# Goal of the exercise
Where the string "dead" appears in a line of the data, show that line.

(Data entries)
--

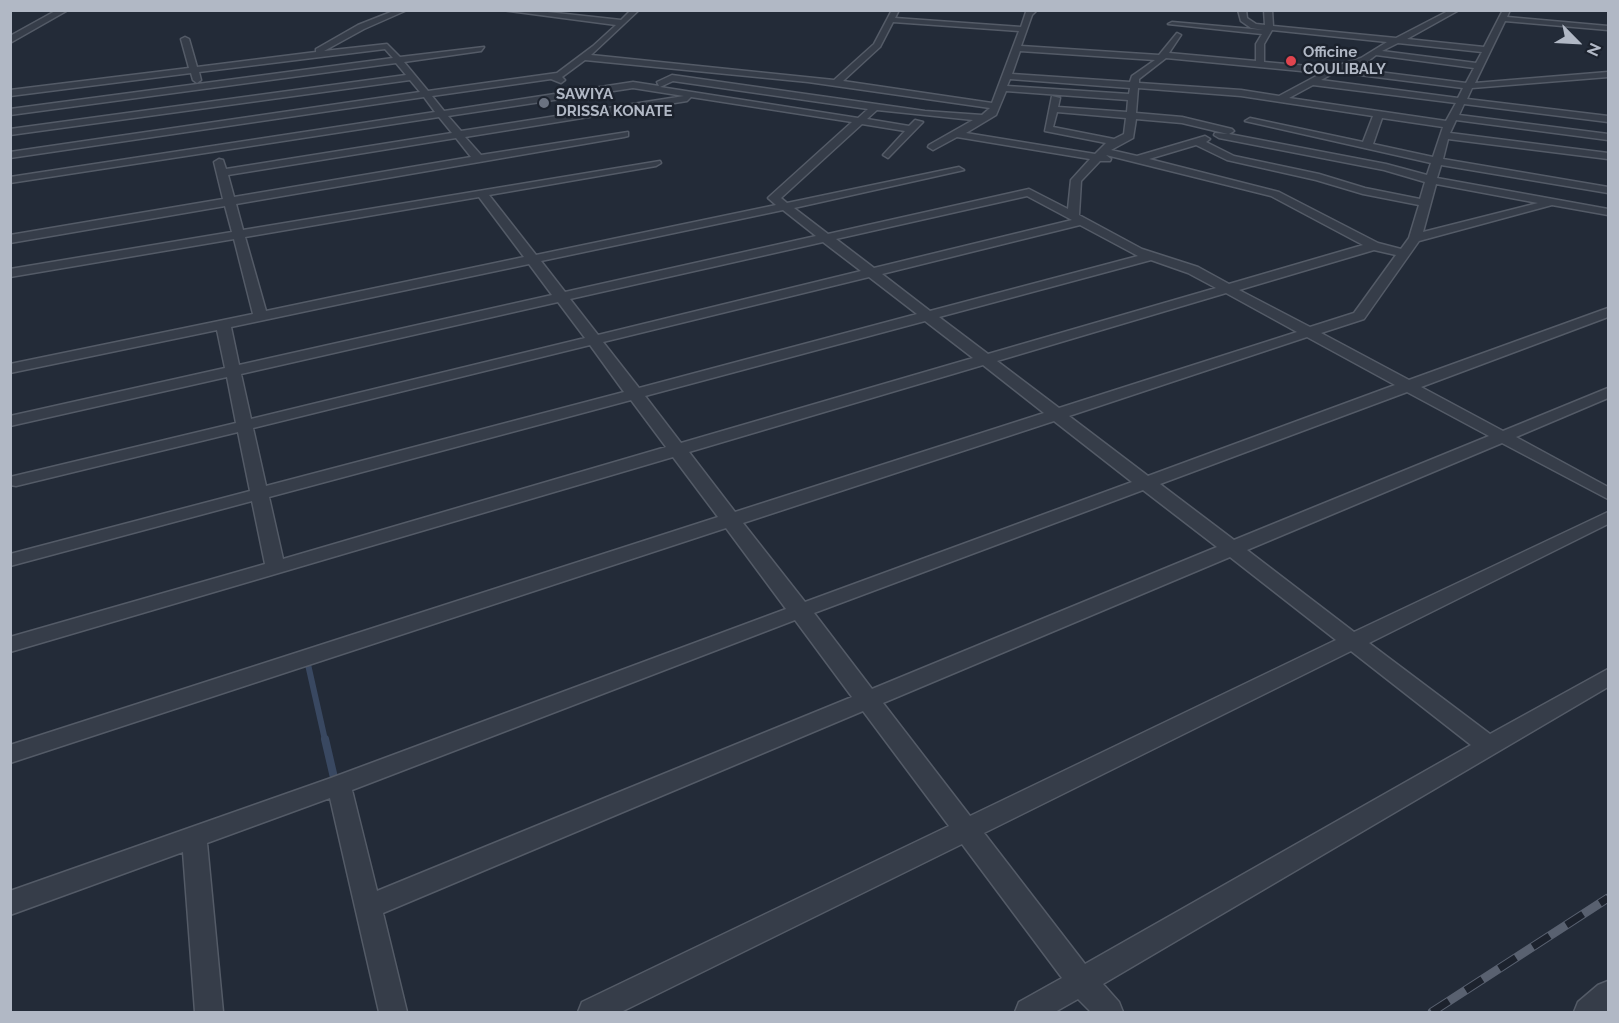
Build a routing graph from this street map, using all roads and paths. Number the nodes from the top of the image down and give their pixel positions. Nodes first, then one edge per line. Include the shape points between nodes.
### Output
1 (64, 10) edge
2 (404, 10) edge
3 (505, 10) edge
4 (636, 10) edge
5 (896, 10) edge
6 (1034, 10) edge
7 (1242, 10) edge
8 (1268, 10) edge
9 (1456, 10) edge
10 (1505, 15) edge
11 (891, 20) junction
12 (623, 23) junction
13 (1608, 28) edge
14 (1023, 29) junction
15 (1268, 30) junction
16 (1177, 35) junction
17 (1188, 37) dead end
18 (185, 39) dead end
19 (10, 40) edge
20 (1398, 40) junction
21 (1248, 43) dead end
22 (1260, 44) junction
23 (1017, 48) junction
24 (481, 49) dead end
25 (1487, 50) junction
26 (1376, 53) junction
27 (311, 55) junction
28 (1162, 56) junction
29 (584, 57) junction
30 (399, 60) junction
31 (1260, 64) junction
32 (1479, 66) junction
33 (194, 70) junction
34 (1333, 70) junction
35 (558, 75) junction
36 (1608, 75) edge
37 (1006, 76) junction
38 (412, 77) junction
39 (1585, 77) junction
40 (1312, 82) junction
41 (835, 84) junction
42 (1608, 84) edge
43 (1135, 85) junction
44 (1469, 86) junction
45 (199, 87) junction
46 (653, 87) junction
47 (1002, 88) junction
48 (587, 92) junction
49 (1056, 92) junction
50 (10, 93) edge
51 (426, 95) junction
52 (704, 96) junction
53 (1133, 98) junction
54 (1461, 102) junction
55 (204, 106) junction
56 (995, 106) junction
57 (875, 107) junction
58 (1265, 107) junction
59 (1052, 109) junction
60 (10, 112) edge
61 (1547, 112) junction
62 (442, 114) junction
63 (925, 114) junction
64 (1379, 114) junction
65 (1131, 116) junction
66 (984, 118) junction
67 (1608, 119) edge
68 (860, 120) junction
69 (209, 126) junction
70 (1449, 126) junction
71 (912, 129) junction
72 (1549, 130) junction
73 (10, 132) edge
74 (1224, 133) junction
75 (624, 134) dead end
76 (956, 134) junction
77 (459, 135) junction
78 (1608, 137) edge
79 (1196, 141) junction
80 (1115, 142) junction
81 (1367, 146) junction
82 (933, 147) dead end
83 (215, 149) junction
84 (1552, 149) junction
85 (10, 155) edge
86 (888, 155) dead end
87 (1099, 155) junction
88 (1608, 156) edge
89 (478, 159) junction
90 (1136, 160) junction
91 (1437, 161) junction
92 (656, 163) dead end
93 (959, 170) dead end
94 (222, 173) junction
95 (10, 180) edge
96 (1431, 180) junction
97 (1606, 190) edge
98 (482, 193) junction
99 (230, 201) junction
100 (1554, 202) junction
101 (1425, 203) junction
102 (785, 207) junction
103 (1608, 212) edge
104 (1078, 219) junction
105 (239, 234) junction
106 (825, 237) junction
107 (1415, 238) junction
108 (10, 239) edge
109 (1374, 246) junction
110 (1404, 253) junction
111 (1153, 256) junction
112 (532, 260) junction
113 (10, 273) edge
114 (872, 273) junction
115 (1228, 289) junction
116 (561, 297) junction
117 (1608, 312) edge
118 (261, 316) junction
119 (928, 316) junction
120 (223, 324) junction
121 (1308, 332) junction
122 (594, 341) junction
123 (985, 360) junction
124 (10, 369) edge
125 (233, 371) junction
126 (1408, 386) junction
127 (1608, 393) edge
128 (634, 394) junction
129 (1056, 414) junction
130 (10, 421) edge
131 (245, 426) junction
132 (1502, 437) junction
133 (677, 450) junction
134 (16, 482) dead end
135 (1146, 483) junction
136 (259, 494) junction
137 (1608, 494) edge
138 (1608, 518) edge
139 (730, 520) junction
140 (1233, 549) junction
141 (10, 560) edge
142 (275, 567) junction
143 (800, 611) junction
144 (1354, 642) junction
145 (10, 645) edge
146 (1608, 677) edge
147 (868, 701) junction
148 (1490, 746) junction
149 (10, 754) edge
150 (339, 785) junction
151 (967, 831) junction
152 (194, 837) junction
153 (10, 903) edge
154 (368, 908) junction
155 (1082, 982) junction
156 (1608, 995) edge
157 (209, 1012) edge
158 (393, 1012) edge
159 (592, 1012) edge
160 (1029, 1012) edge
161 (1109, 1012) edge
162 (1588, 1012) edge

1 - 19 street
2 - 27 street via 361,27
3 - 12 street
4 - 12 street
5 - 11 street
6 - 14 street
7 - 15 street via 1244,20
8 - 15 street
9 - 20 street
10 - 13 street
10 - 25 street
11 - 14 street
11 - 41 street via 877,45
12 - 29 street
14 - 23 street
15 - 16 street via 1171,20
15 - 20 street
15 - 22 street
16 - 17 street
16 - 28 street
18 - 33 street
20 - 25 street
20 - 26 street
21 - 22 street
22 - 31 street
23 - 28 street
23 - 37 street
24 - 30 street
25 - 32 street
26 - 32 street
26 - 34 street
27 - 30 street via 387,46
27 - 33 street
28 - 31 street
28 - 43 street via 1135,78
29 - 35 street
29 - 41 street
30 - 38 street
30 - 45 street
31 - 34 street
32 - 44 street
33 - 45 street
33 - 50 street
34 - 40 street
34 - 44 street
35 - 48 street via 555,78
35 - 51 street
36 - 39 street
37 - 43 street
37 - 47 street
38 - 51 street
38 - 55 street
39 - 42 street
39 - 44 street
40 - 54 street
40 - 58 street
41 - 56 street
43 - 53 street
43 - 58 street
44 - 54 street
45 - 55 street
45 - 60 street
46 - 48 street via 633,85
46 - 52 street
46 - 57 street via 672,78
47 - 49 street
47 - 56 street
48 - 62 street
49 - 53 street
49 - 59 street
51 - 62 street
51 - 69 street
52 - 68 street
52 - 77 street
53 - 65 street
54 - 61 street
54 - 70 street
55 - 69 street
55 - 73 street
56 - 66 street via 993,113
57 - 63 street
57 - 68 street
58 - 64 street
58 - 74 street
58 - 81 street
59 - 65 street
59 - 80 street via 1048,129
61 - 67 street
61 - 72 street
62 - 77 street
62 - 83 street
63 - 66 street
63 - 71 street
64 - 70 street
64 - 81 street
65 - 74 street via 1182,120
65 - 80 street via 1129,136
66 - 76 street
68 - 71 street
68 - 102 street via 774,198
69 - 83 street
69 - 85 street
70 - 72 street
70 - 84 street
70 - 91 street
71 - 86 street
72 - 78 street
72 - 84 street
74 - 79 street
74 - 96 street
75 - 89 street
76 - 82 street
76 - 87 street
77 - 89 street
77 - 94 street
79 - 90 street
79 - 101 street via 1231,159
80 - 87 street
81 - 91 street
83 - 94 street
83 - 95 street
84 - 88 street
87 - 90 street
87 - 104 street via 1076,180
89 - 99 street
90 - 109 street via 1275,194
91 - 96 street
91 - 97 street
92 - 98 street
93 - 102 street
94 - 99 street
96 - 100 street
96 - 101 street
97 - 100 street
98 - 105 street
98 - 112 street
99 - 105 street
99 - 108 street
100 - 103 street
100 - 107 street
101 - 107 street
102 - 106 street
102 - 112 street
104 - 106 street via 1029,192
104 - 111 street via 1137,252
104 - 114 street
105 - 113 street
105 - 118 street
106 - 114 street
106 - 116 street
107 - 110 street
109 - 110 street
109 - 115 street
110 - 121 street via 1359,316
111 - 115 street via 1193,270
111 - 119 street
112 - 116 street
112 - 118 street
114 - 119 street
114 - 122 street
115 - 121 street
115 - 123 street
116 - 122 street
116 - 125 street
117 - 126 street
118 - 120 street
119 - 123 street
119 - 128 street
120 - 124 street
120 - 125 street
121 - 126 street
121 - 129 street
122 - 128 street
122 - 131 street
123 - 129 street
123 - 133 street
125 - 130 street
125 - 131 street
126 - 132 street
126 - 135 street
127 - 132 street
128 - 133 street
128 - 136 street
129 - 135 street
129 - 139 street
131 - 134 street
131 - 136 street
132 - 137 street
132 - 140 street
133 - 139 street
133 - 142 street
135 - 140 street
135 - 143 street
136 - 141 street
136 - 142 street
138 - 144 street
139 - 143 street
139 - 149 street
140 - 144 street
140 - 147 street
142 - 145 street
143 - 147 street
143 - 150 street
144 - 148 street
144 - 151 street
146 - 148 street
147 - 151 street
147 - 154 street
148 - 155 street
150 - 152 street
150 - 154 street
151 - 155 street
151 - 159 street
152 - 153 street
152 - 157 street
154 - 158 street
155 - 160 street
155 - 161 street
156 - 162 street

--

# Finished task
17 (1188, 37) dead end
18 (185, 39) dead end
21 (1248, 43) dead end
24 (481, 49) dead end
75 (624, 134) dead end
82 (933, 147) dead end
86 (888, 155) dead end
92 (656, 163) dead end
93 (959, 170) dead end
134 (16, 482) dead end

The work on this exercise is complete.